PROVIDED ENTRIES START
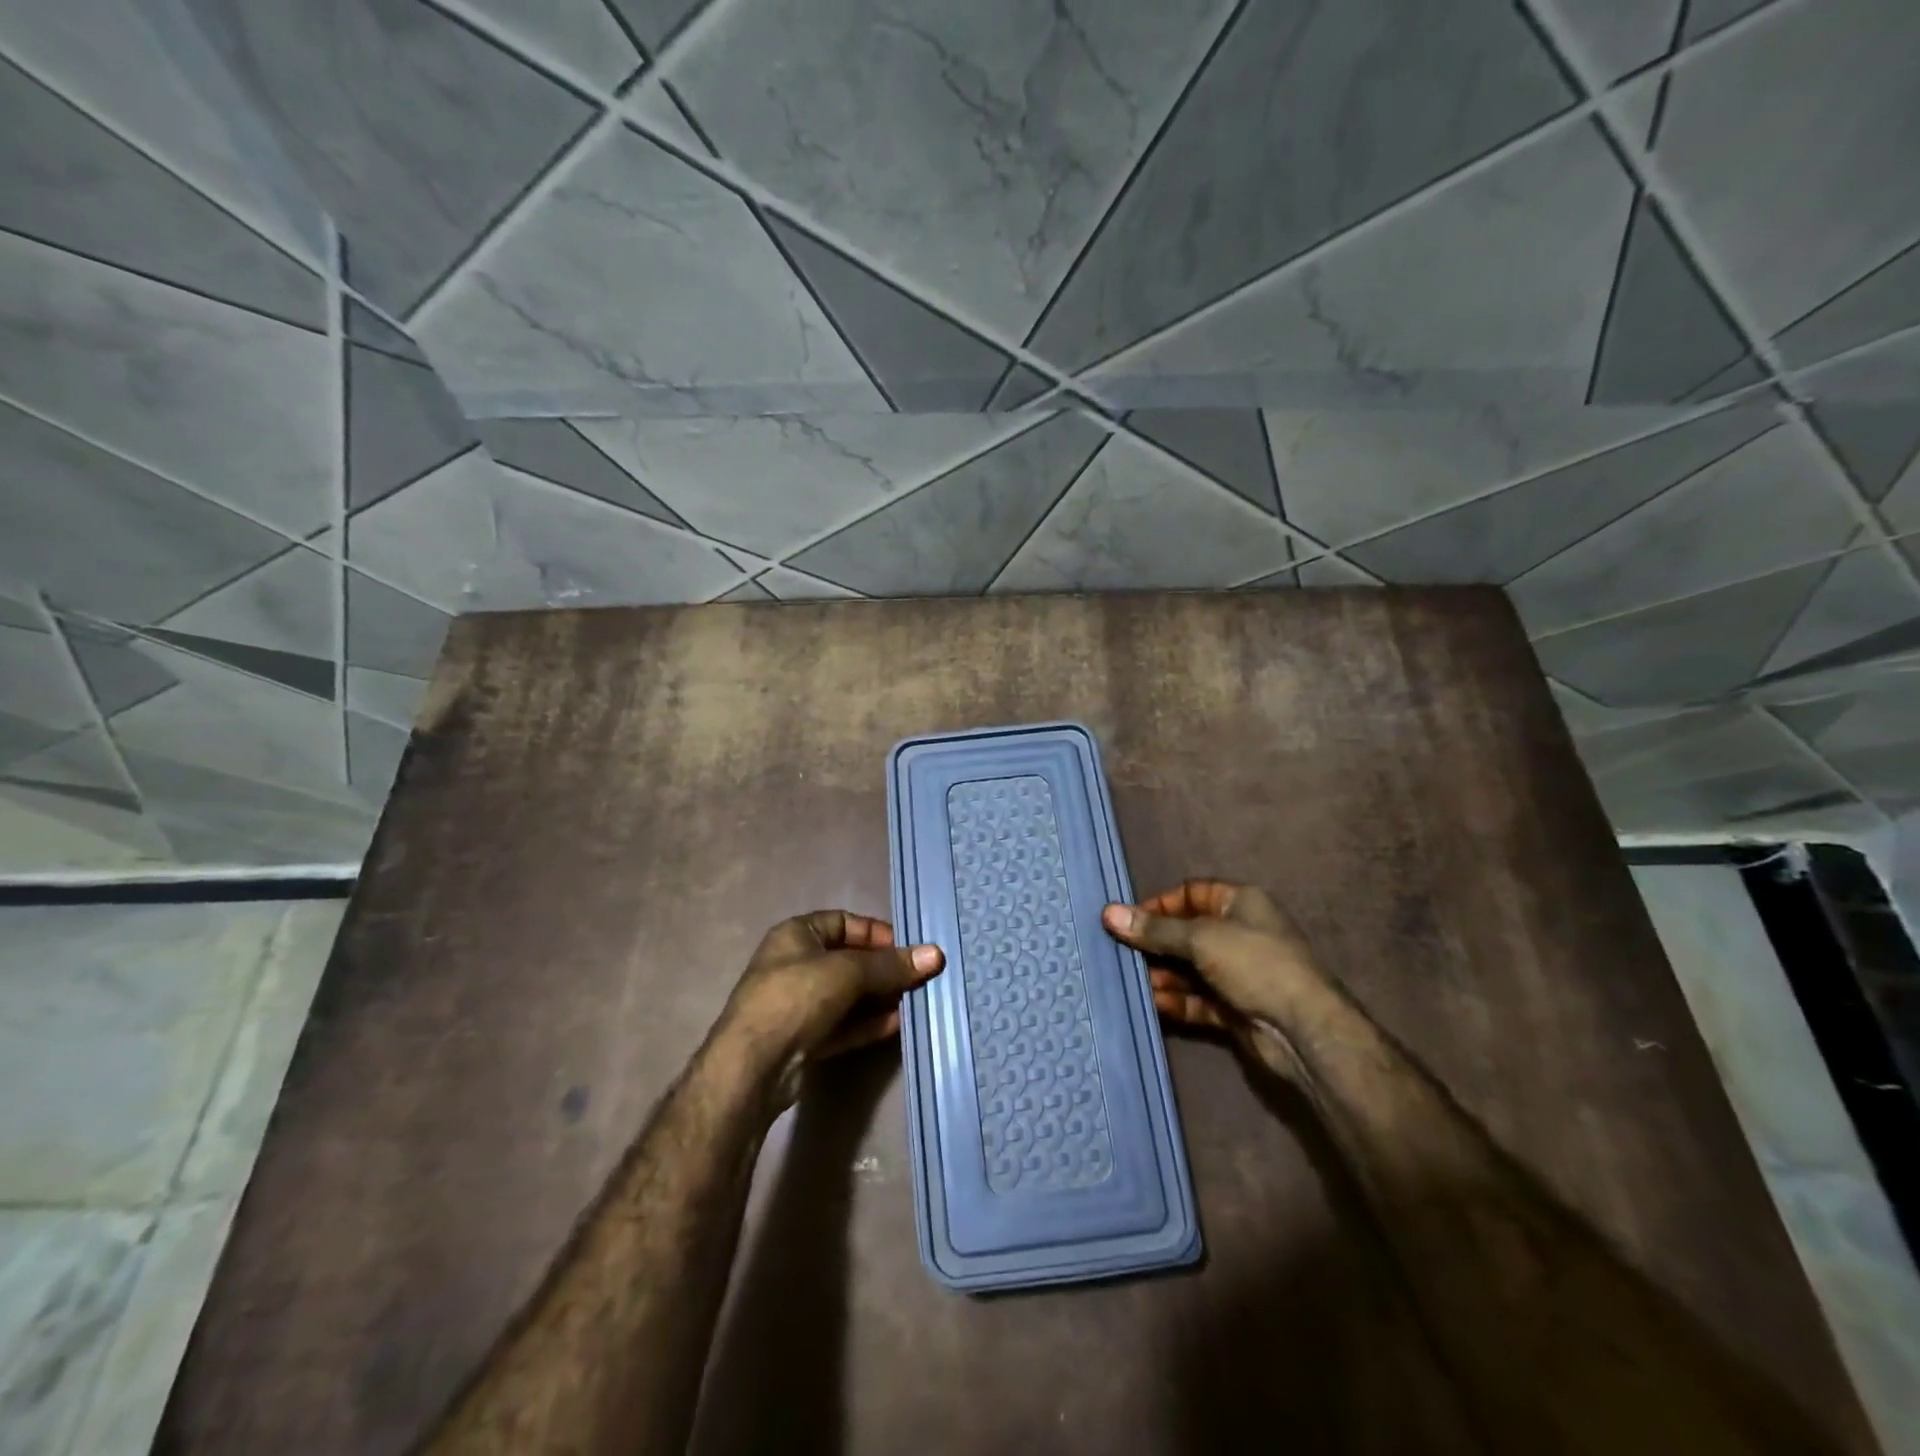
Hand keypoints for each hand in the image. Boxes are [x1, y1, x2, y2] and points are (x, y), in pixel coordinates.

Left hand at [718, 911, 944, 1101]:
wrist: (753, 1067)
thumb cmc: (796, 997)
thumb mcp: (848, 972)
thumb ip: (891, 965)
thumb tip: (935, 954)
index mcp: (796, 934)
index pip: (843, 922)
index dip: (876, 932)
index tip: (907, 949)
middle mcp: (796, 964)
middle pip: (849, 960)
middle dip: (884, 969)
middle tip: (919, 977)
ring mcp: (799, 1004)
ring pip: (848, 995)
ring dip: (880, 997)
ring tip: (916, 1000)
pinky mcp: (805, 1039)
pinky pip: (844, 1024)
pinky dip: (869, 1023)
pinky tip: (898, 1024)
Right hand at [1101, 880, 1327, 1052]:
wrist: (1303, 1030)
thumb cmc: (1254, 964)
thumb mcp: (1201, 938)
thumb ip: (1155, 929)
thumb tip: (1108, 912)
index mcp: (1240, 903)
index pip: (1191, 893)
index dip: (1159, 904)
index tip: (1127, 920)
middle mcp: (1239, 933)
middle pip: (1186, 932)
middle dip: (1154, 943)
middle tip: (1119, 952)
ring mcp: (1237, 973)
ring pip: (1189, 968)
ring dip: (1161, 974)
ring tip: (1130, 980)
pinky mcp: (1234, 1008)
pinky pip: (1197, 999)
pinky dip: (1175, 1000)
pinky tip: (1152, 1003)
PROVIDED ENTRIES END
Copy each line from the data above that includes "index".

index mcp: (796, 934)
index pip: (843, 922)
index dip: (876, 932)
index tip: (907, 949)
index mcp: (1240, 903)
index pip: (1191, 893)
index dip: (1159, 904)
index tip: (1127, 920)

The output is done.